Fermentation + Macrobiotic Principles = Eat Local & Seasonal Microbes by Cynthia Briscoe


Fermentation + Macrobiotic Principles =
Eat “Local & Seasonal Microbes”

by Cynthia Briscoe

Macrobiotic guidelines are founded upon natural order. One such guideline is to eat local and seasonal foods. The premise is that food produced in the area in which you live is inherently synchronized with the climate zone,  weather patterns and soil matrix. By ingesting local foods, we align our health with these particulars. To me, there is additional unsung benefit of eating locally and seasonally grown foods: We also partake of the indigenous microbes of the region.

The majority of food consumed is a jumble of cross-country products shipped east to west, north to south, and from different hemispheres. The modern profit-drive food industry entices everyone to join in the grab-bag chaos of processed convenience foods, mass produced sterile foods, fragments from whole foods, and even so-called “frankenfood” chemically constructed in laboratories. Unwittingly, people are constructing their cells, tissue and organs from this food removed from its natural origins. From these deconstructed foods, we attempt to put back the missing pieces with supplements and repair the damage with pharmaceuticals. Also damaged within the chain of modern food supply are health-giving microbes.
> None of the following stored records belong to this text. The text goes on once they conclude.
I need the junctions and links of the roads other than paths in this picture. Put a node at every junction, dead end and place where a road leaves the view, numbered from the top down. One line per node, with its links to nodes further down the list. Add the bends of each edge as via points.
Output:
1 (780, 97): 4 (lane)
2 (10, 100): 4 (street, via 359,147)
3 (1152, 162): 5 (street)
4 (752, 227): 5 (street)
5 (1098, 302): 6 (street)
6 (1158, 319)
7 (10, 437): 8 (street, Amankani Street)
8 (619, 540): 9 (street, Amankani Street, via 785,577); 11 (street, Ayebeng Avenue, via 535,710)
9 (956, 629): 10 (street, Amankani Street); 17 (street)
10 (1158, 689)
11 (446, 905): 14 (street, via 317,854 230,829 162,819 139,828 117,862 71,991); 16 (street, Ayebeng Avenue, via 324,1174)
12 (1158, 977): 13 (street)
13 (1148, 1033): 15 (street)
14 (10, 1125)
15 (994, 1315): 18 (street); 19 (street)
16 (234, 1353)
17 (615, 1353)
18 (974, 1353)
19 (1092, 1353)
Within the last 15 years, technological advancements in DNA sequencing have exploded microbe identification and the mapping of the human microbiome (the composition, diversity, and ecology of microbes in and on the human body) previously not possible. The relationship of our health to the health of our human microbiome is unfolding as this unseen world is now being observed. Microbiologists believe that of the 100 trillion cells that compose our body, only 10% of those cells are human. The rest is all microbes! It only seems logical that that the healthy ecology of our personal microbes would benefit our individual health.

Who are we really if 90% of our DNA is microbial DNA? How does the health and diversity of our microbe community affect our health? This is certainly an interesting question. The microbe mapping is well underway, but the relationship of the human microbiome to human health is yet in the frontier stage of data collection and interpretation. Down the road, science hopes to connect the dots between diet and a healthy human microbiome. In the future, scientists predict that when we go for a medical checkup, instead of drawing blood, we will have our microbiome analyzed and adjusted.

Regardless of where you live, what nationality, or occupation, if you compare yourself to another human, you share 99.9% of your human genetic DNA. However, if you compare yourself to another human in terms of your microbiome, you share only 10% of your microbes respectively. As individual members of the human race, we are practically identical in our DNA composition. However, perhaps our unique individual identity lies within the composition of microbes that we host. Respectively that composition is greatly influenced by what kinds of food we choose to eat and how and where that food was produced.

Family members that live together and eat together share greater commonality in their microbiome. The air in our home, touching the food while preparing it, and even our pets contribute to the unique collective microbial ecology that family members share

By cooking together and eating together we may be sharing a whole lot more than conversation.

One significant way to increase your microbe health and diversity is to prepare your own fermented foods, in your own kitchen, from local organic produce. How much more “local and seasonal” can that be? Regular consumption of these naturally fermented foods, paired with a whole food diet can reverse a plethora of current health patterns such as inflammation, gluten sensitivity, heart disease, diabetes, depression, arthritis, diabetes…the list goes on and on.